The Stock Company (SpA) is a business entity composed of one or more individuals or legal entities whose participation in the capital is represented by shares.
It has become the most commonly used legal form in Chile in recent years.
The company has bylaws in which the rights and obligations of the shareholders, the rules for its management, and any other freely agreed terms are established.

Benefits of a Stock Company (SpA)

Establishing a Stock Company (SpA) offers a key advantage: it may be incorporated by a single person, either natural or legal, and its capital, divided into shares, can be easily transferred to new shareholders (unless restrictions are agreed upon).
Additionally, it has a flexible management structure, allowing either simple or complex administration.

Shareholders’ Liability in a Stock Company (SpA)

Shareholders in a Stock Company are only liable up to the amount of their respective contributions.

Incorporation of a Stock Company (SpA)

Article 425 of the Chilean Commercial Code establishes that a Stock Company must be formed either by a public deed or by a private instrument signed by the founders, with signatures duly notarized. This document must be recorded in the notary’s register.
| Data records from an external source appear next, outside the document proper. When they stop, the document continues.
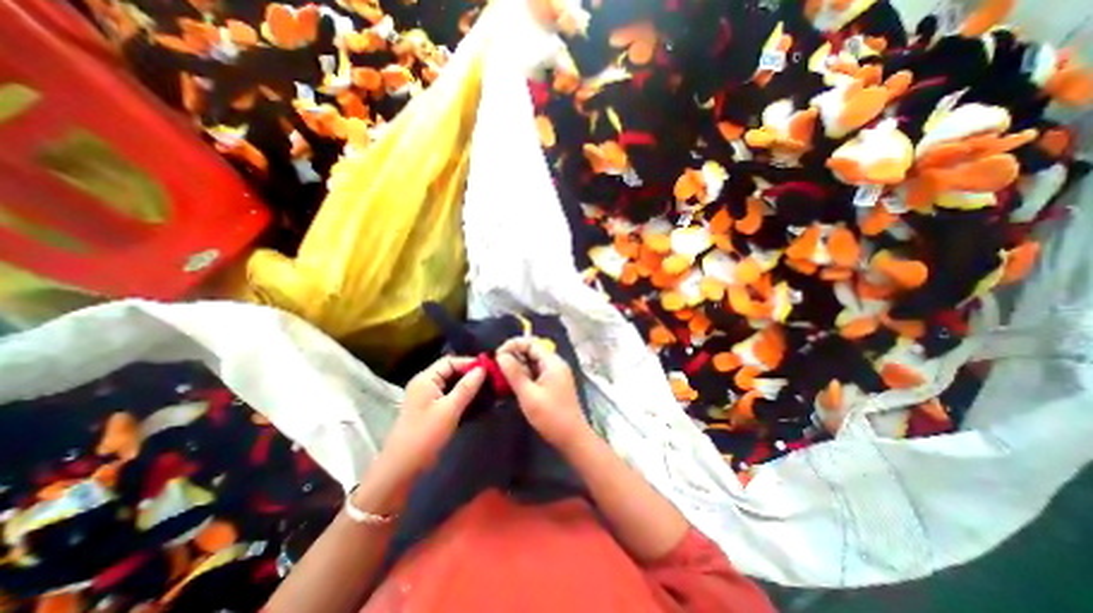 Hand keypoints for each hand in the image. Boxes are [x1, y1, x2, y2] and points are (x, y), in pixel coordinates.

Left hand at [378, 358, 483, 482]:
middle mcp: (424, 383)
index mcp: (426, 378)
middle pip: (450, 370)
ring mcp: (426, 396)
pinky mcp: (429, 408)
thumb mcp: (450, 409)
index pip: (450, 361)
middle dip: (470, 374)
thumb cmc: (426, 434)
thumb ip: (467, 387)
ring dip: (467, 385)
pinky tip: (475, 401)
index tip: (489, 369)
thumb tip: (483, 368)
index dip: (469, 363)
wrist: (403, 466)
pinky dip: (461, 395)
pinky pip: (448, 394)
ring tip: (487, 389)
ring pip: (450, 383)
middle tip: (490, 380)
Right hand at [498, 340, 593, 449]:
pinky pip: (536, 373)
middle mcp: (555, 364)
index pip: (531, 343)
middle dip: (514, 355)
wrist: (572, 438)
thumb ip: (514, 373)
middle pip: (532, 351)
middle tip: (496, 366)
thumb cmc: (551, 416)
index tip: (497, 355)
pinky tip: (513, 382)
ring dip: (518, 366)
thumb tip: (501, 355)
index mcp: (553, 362)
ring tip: (501, 374)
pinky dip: (524, 375)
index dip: (513, 345)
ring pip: (533, 362)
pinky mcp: (553, 384)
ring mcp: (555, 374)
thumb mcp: (528, 394) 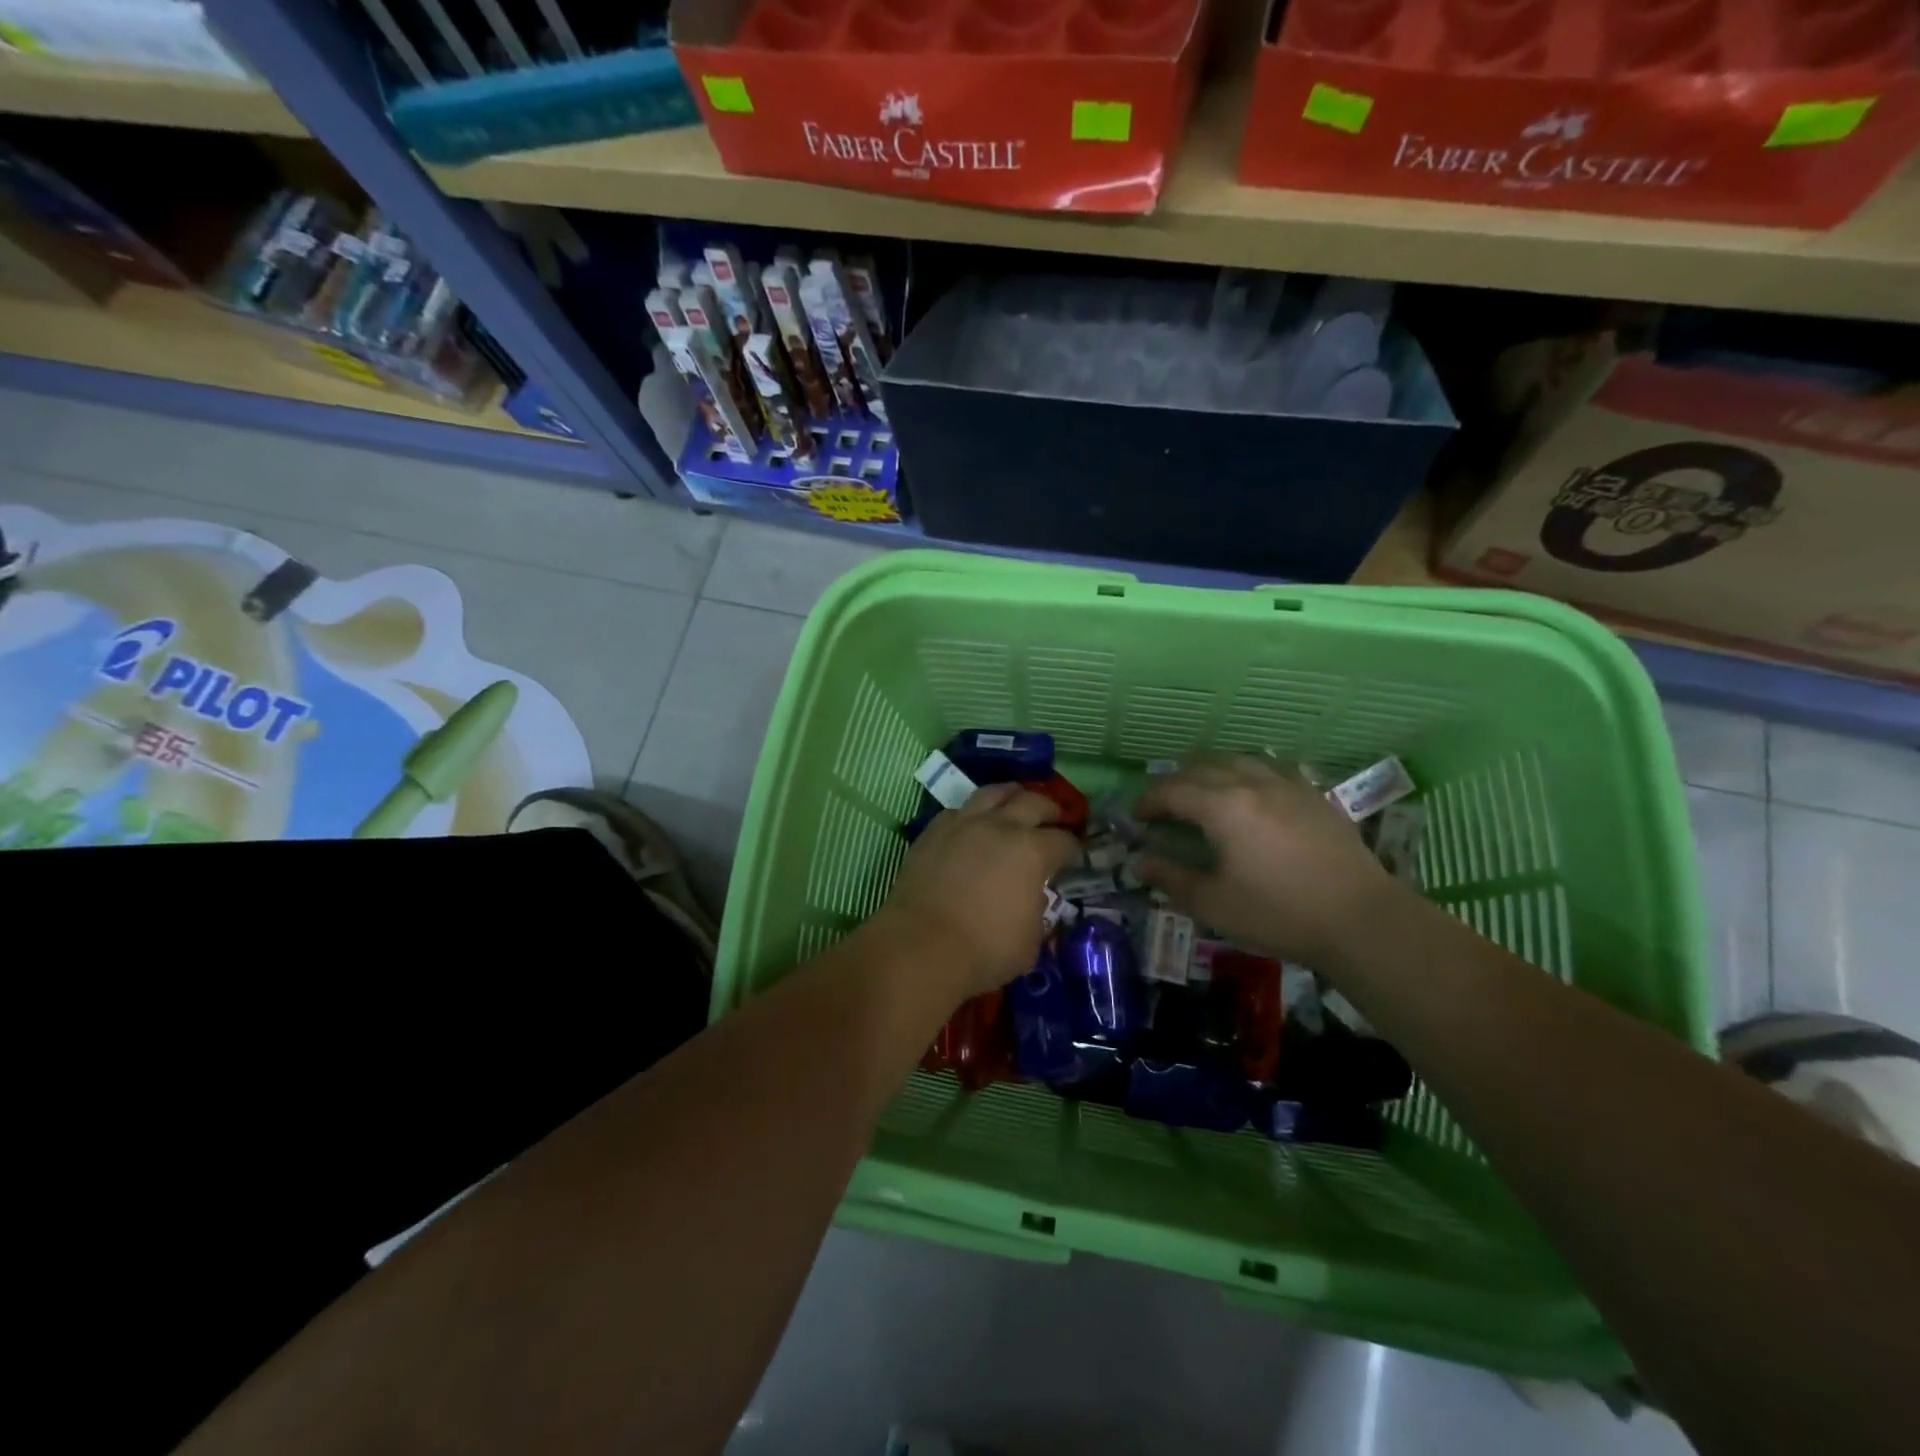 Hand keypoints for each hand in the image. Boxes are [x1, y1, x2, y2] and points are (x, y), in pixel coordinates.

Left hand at [878, 784, 1080, 1001]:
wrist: (921, 946)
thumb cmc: (985, 950)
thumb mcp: (1031, 940)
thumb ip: (1037, 910)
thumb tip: (1033, 897)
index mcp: (1033, 851)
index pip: (1064, 841)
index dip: (1074, 847)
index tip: (1074, 854)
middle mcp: (1001, 826)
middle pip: (1034, 802)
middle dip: (1050, 810)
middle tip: (1055, 819)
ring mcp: (964, 823)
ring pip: (994, 793)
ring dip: (1012, 795)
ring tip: (1017, 800)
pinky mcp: (933, 831)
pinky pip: (959, 810)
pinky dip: (974, 812)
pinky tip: (974, 822)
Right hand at [1135, 754, 1400, 965]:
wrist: (1360, 919)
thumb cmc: (1278, 913)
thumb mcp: (1214, 903)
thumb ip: (1171, 877)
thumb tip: (1140, 861)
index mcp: (1222, 806)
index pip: (1172, 790)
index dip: (1149, 800)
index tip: (1137, 817)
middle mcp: (1252, 783)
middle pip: (1202, 766)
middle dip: (1176, 781)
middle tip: (1165, 806)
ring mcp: (1288, 784)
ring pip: (1238, 759)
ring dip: (1211, 771)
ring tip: (1204, 792)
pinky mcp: (1314, 794)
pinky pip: (1271, 768)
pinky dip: (1247, 773)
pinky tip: (1252, 793) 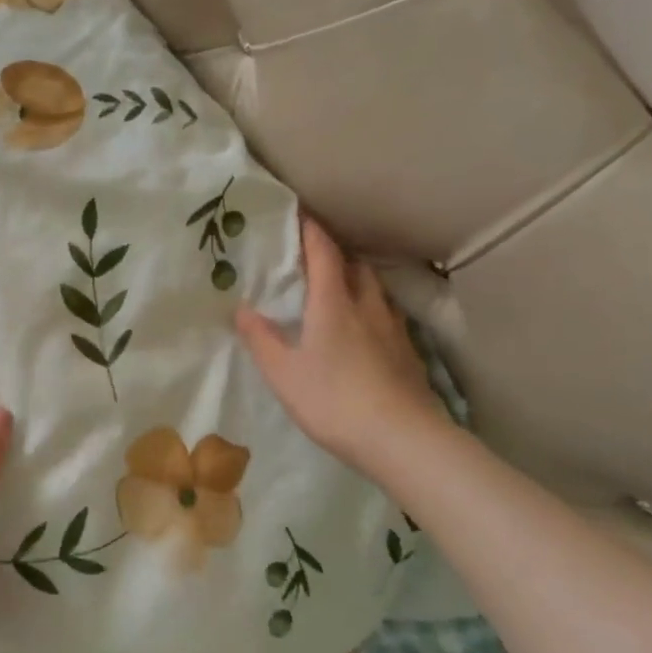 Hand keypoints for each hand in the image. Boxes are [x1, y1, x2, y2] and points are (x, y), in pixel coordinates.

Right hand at [236, 216, 441, 467]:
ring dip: (357, 281)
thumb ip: (261, 339)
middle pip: (356, 266)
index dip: (311, 230)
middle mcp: (367, 306)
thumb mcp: (283, 373)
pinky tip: (365, 332)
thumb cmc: (333, 400)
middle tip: (315, 258)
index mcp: (334, 303)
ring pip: (376, 290)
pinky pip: (388, 316)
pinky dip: (372, 311)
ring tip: (339, 291)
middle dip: (336, 255)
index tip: (299, 214)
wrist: (402, 438)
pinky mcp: (409, 353)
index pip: (324, 253)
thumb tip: (242, 308)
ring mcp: (394, 329) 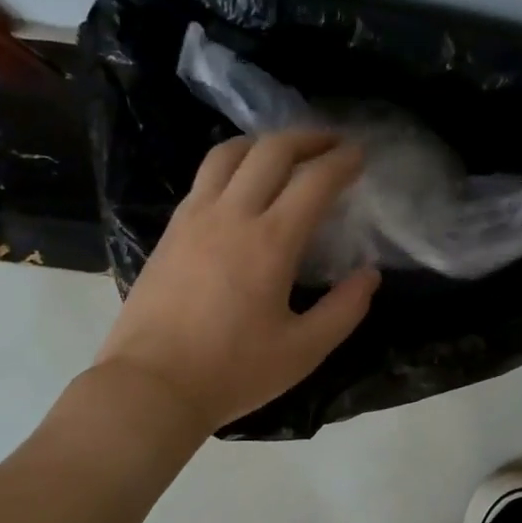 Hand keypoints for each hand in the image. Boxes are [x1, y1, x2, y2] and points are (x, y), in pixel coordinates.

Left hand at [93, 131, 380, 433]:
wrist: (152, 385)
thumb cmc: (233, 372)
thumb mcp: (303, 351)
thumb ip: (345, 310)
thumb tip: (369, 275)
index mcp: (270, 242)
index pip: (314, 181)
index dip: (342, 162)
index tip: (360, 155)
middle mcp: (231, 215)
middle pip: (271, 151)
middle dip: (307, 138)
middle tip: (331, 143)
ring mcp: (193, 218)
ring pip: (228, 154)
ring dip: (263, 143)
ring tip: (284, 153)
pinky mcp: (170, 231)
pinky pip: (204, 178)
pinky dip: (232, 165)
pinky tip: (241, 185) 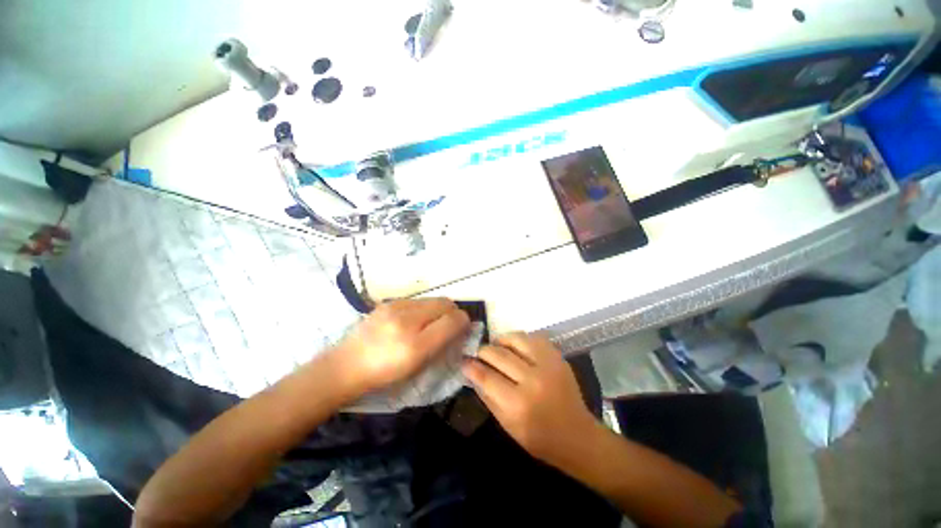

The bylaws must include at least the following matters:

– The company name, which must end with the expression “SpA.”
– The corporate purpose, which shall always be considered commercial.
– The company’s capital and the number of shares into which it is divided and represented.
– The method of administration and the manner in which representatives shall be appointed, identifying any provisional managers, if applicable.
– The duration of the company, which may be indefinite unless otherwise stipulated.

Article 426 of the same Code requires that, within 60 days of incorporation, an abstract of the bylaws be published once in the Official Gazette and registered in the corresponding Commercial Registry. The abstract must include:

– The company name.
– The names of the shareholders participating in the incorporation.
– The corporate purpose.
– The amount of subscribed and paid-in capital.
– The date of the deed, the name and address of the notary who authorized it or recorded the private instrument, and the registry and folio number where it is filed.

 Stock Company dissolution (SpA)

According to Article 444 of the Commercial Code, in relation to Article 103 of the Corporations Law, a Stock Company (SpA) shall be dissolved in the following cases:

– Expiration of its term of duration.
– Resolution adopted by the extraordinary general meeting of shareholders.
– Final judicial ruling.
– Other causes established in the bylaws.